Ok maintenant, go tango. Maps.me me le met au mauvais endroit mais je finis par trouver au bloc suivant. C'est dans un centre culturel, donc ce sont des gens lambdas qui viennent danser et prendre des leçons pour progresser. Mais je rate le début de la leçon pour débutants et je ne me sens pas de les rejoindre. En plus il va falloir être en contact rapproché avec des gens que je ne connais pas et je ne suis pas d'humeur à me faire toucher par des inconnus. Ni d'humeur à galérer non plus. Donc je préfère les regarder et c'est tout aussi bien ! Pour apprendre, je verrai mercredi, c'est prévu à l'hostel. Si ça arrive.

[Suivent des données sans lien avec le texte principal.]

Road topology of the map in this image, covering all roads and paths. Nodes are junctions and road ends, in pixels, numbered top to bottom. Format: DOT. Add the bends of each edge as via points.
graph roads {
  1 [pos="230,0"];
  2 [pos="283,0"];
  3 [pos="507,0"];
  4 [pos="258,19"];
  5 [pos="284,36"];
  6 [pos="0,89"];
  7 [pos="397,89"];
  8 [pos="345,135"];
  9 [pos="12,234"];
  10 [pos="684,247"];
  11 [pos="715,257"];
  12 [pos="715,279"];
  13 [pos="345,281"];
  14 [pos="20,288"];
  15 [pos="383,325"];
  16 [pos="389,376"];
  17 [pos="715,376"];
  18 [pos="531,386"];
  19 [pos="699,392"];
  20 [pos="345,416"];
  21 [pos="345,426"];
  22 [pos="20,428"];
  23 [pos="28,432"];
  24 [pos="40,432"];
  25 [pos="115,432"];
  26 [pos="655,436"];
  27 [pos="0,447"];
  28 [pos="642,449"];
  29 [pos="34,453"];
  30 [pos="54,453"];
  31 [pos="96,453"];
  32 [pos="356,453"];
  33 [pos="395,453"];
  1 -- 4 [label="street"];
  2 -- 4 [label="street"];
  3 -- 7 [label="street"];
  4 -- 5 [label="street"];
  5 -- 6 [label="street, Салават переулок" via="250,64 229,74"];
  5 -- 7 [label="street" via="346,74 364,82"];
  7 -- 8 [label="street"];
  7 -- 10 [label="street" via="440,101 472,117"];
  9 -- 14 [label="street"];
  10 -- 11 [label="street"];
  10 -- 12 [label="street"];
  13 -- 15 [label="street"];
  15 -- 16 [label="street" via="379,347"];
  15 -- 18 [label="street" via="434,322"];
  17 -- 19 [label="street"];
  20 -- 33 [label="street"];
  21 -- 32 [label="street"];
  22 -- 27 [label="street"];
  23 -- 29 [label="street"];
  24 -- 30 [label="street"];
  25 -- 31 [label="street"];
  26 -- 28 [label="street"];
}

Pour le retour, je me dirige vers l'arrêt de bus indiqué, et à un bloc près, je le vois passer devant moi, ce bus pas très fréquent. Je tape le sprint de ma vie et me remercie de faire du jogging régulièrement car grâce à un feu rouge et à de la confiance en moi, j'arrive à le choper. Ouf !
Jour 4
Aujourd'hui, je prévois de faire la balade avec les gens de l'hostel au cimetière de la Recoleta, mais la fiche pour s'y inscrire n'y est pas, et ils me disent à la réception que c'est le jour off de Dante. Bon, et bien encore un truc qui n'arrive pas, super. La ciudad de la furia, plutôt la ciudad de los occasions ratées. Je me rabats sur un autre fwt de la même compagnie, et cela permet aussi de visiter le quartier Retiro. Nous avons rendez-vous au Teatro Colón, probablement inspiré de l'Opéra Garnier comme d'habitude, à ceci près qu'il est plus grand et qu'il a une encore meilleure acoustique. Il y a vraiment beaucoup de monde dans ce groupe, et un couple de Canadiens âgés d'Edmonton me sautent dessus pour me dire bonjour et me parler, et complimentent mon anglais. Notre guide du jour se nomme Mariano, et en fait j'ai déjà donné pas mal d'informations sur ce qu'il nous a dit durant ce tour, au fur et à mesure de ma narration. L'avantage d'écrire à la toute fin du voyage. Je peux tout de même noter ici que nous sommes passés devant la Grande Synagogue de Buenos Aires, où j'ai appris que le V Vulcain de Spock est issu de la religion juive et veut littéralement dire "live long and prosper". On peut voir ce signe sur une mosaïque à l'entrée.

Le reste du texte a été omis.